The Thunderstorm Interactive Forecast System (TIFS) allowed forecasters to modify the output of the cell tracking nowcasts, primarily using it to remove cells that were insignificant or diagnosed with incorrect motion. This manual filtering resulted in markedly reduced mean cell position errors when compared to the unfiltered forecasts. However, when forecasters attempted to adjust the storm tracks for a small number of well-defined intense cells, the position errors increased slightly, suggesting that in such cases the objective guidance is probably the best estimate of storm motion.
Abstract
The verification phase of the World Weather Research Programme (WWRP) Sydney 2000 Forecast Demonstration Project (FDP) was intended to measure the skill of the participating nowcast algorithms in predicting the location of convection, rainfall rate and occurrence, wind speed and direction, severe thunderstorm wind gusts, and hail location and size. An additional question of interest was whether forecasters could improve the quality of the nowcasts compared to the FDP products alone.
The nowcasts were verified using a variety of statistical techniques. Observational data came from radar reflectivity and rainfall analyses, a network of rain gauges, and human (spotter) observations. The verification results showed that the cell tracking algorithms predicted the location of the strongest cells with a mean error of about 15–30 km for a 1-h forecast, and were usually more accurate than an extrapolation (Lagrangian persistence) forecast. Mean location errors for the area tracking schemes were on the order of 20 km.
Almost all of the algorithms successfully predicted the frequency of rain throughout the forecast period, although most underestimated the frequency of high rain rates. The skill in predicting rain occurrence decreased very quickly into the forecast period.
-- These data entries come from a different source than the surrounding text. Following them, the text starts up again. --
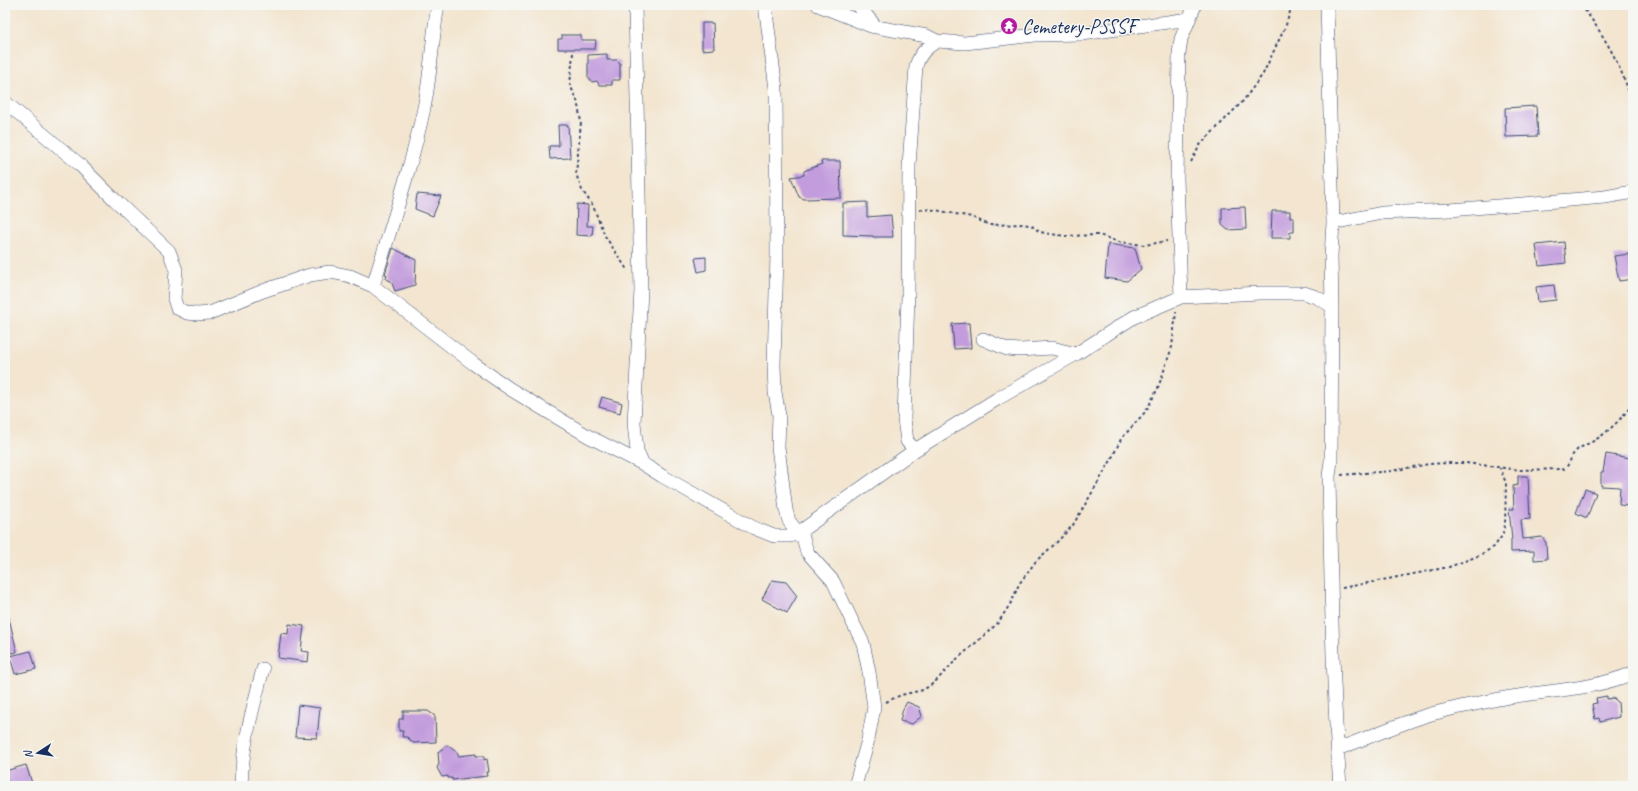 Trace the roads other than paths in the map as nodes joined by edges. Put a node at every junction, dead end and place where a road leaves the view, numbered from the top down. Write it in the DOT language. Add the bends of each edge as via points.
graph roads {
  1 [pos="438,5"];
  2 [pos="635,5"];
  3 [pos="765,5"];
  4 [pos="818,5"];
  5 [pos="858,5"];
  6 [pos="1195,5"];
  7 [pos="1328,5"];
  8 [pos="1189,19"];
  9 [pos="876,27"];
  10 [pos="937,40"];
  11 [pos="5,102"];
  12 [pos="1633,192"];
  13 [pos="1332,223"];
  14 [pos="372,286"];
  15 [pos="1177,298"];
  16 [pos="1332,306"];
  17 [pos="984,339"];
  18 [pos="1076,354"];
  19 [pos="915,450"];
  20 [pos="643,464"];
  21 [pos="799,532"];
  22 [pos="263,669"];
  23 [pos="1633,673"];
  24 [pos="1337,749"];
  25 [pos="240,786"];
  26 [pos="855,786"];
  27 [pos="1340,786"];
  1 -- 14 [label="street" via="424,106 409,170"];
  2 -- 20 [label="street" via="640,290 634,423 637,451"];
  3 -- 21 [label="street" via="776,89 777,254 774,365 779,415 778,447 786,510 789,521"];
  4 -- 9 [label="street"];
  5 -- 9 [label="street"];
  6 -- 8 [label="street"];
  7 -- 13 [label="street"];
  8 -- 10 [label="street" via="1082,34 1035,35 965,43"];
  8 -- 15 [label="street" via="1181,39 1179,54"];
  9 -- 10 [label="street"];
  10 -- 19 [label="street" via="920,54 916,66 909,166 904,419 907,441"];
  11 -- 14 [label="street" via="79,164 169,251 176,270 174,299 177,308 192,314 210,313 263,291 322,272 338,272"];
  12 -- 13 [label="street" via="1382,214"];
  13 -- 16 [label="street"];
  14 -- 20 [label="street" via="510,389 588,436"];
  15 -- 16 [label="street" via="1304,293 1316,296"];
  15 -- 18 [label="street" via="1134,317"];
  16 -- 24 [label="street" via="1331,590"];
  17 -- 18 [label="street" via="1006,349 1052,348"];
  18 -- 19 [label="street"];
  19 -- 21 [label="street"];
  20 -- 21 [label="street" via="754,528 774,536 790,536"];
  21 -- 26 [label="street" via="807,552 833,581 863,643 874,707"];
  22 -- 25 [label="street" via="252,711"];
  23 -- 24 [label="street" via="1586,688 1510,697 1453,708 1427,715"];
  24 -- 27 [label="street"];
}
In particular, the algorithms could not predict the precise location of heavy rain beyond the first 10–20 min. Using radar analyses as verification, the algorithms' spatial forecasts were consistently more skillful than simple persistence. However, when verified against rain gauge observations at point locations, the algorithms had difficulty beating persistence, mainly due to differences in spatial and temporal resolution.
Only one algorithm attempted to forecast gust fronts. The results for a limited sample showed a mean absolute error of 7 km h−1 and mean bias of 3 km h−1 in the speed of the gust fronts during the FDP. The errors in sea-breeze front forecasts were half as large, with essentially no bias. Verification of the hail associated with the 3 November tornadic storm showed that the two algorithms that estimated hail size and occurrence successfully diagnosed the onset and cessation of the hail to within 30 min of the reported sightings. The time evolution of hail size was reasonably well captured by the algorithms, and the predicted mean and maximum hail diameters were consistent with the observations.
The Thunderstorm Interactive Forecast System (TIFS) allowed forecasters to modify the output of the cell tracking nowcasts, primarily using it to remove cells that were insignificant or diagnosed with incorrect motion. This manual filtering resulted in markedly reduced mean cell position errors when compared to the unfiltered forecasts. However, when forecasters attempted to adjust the storm tracks for a small number of well-defined intense cells, the position errors increased slightly, suggesting that in such cases the objective guidance is probably the best estimate of storm motion.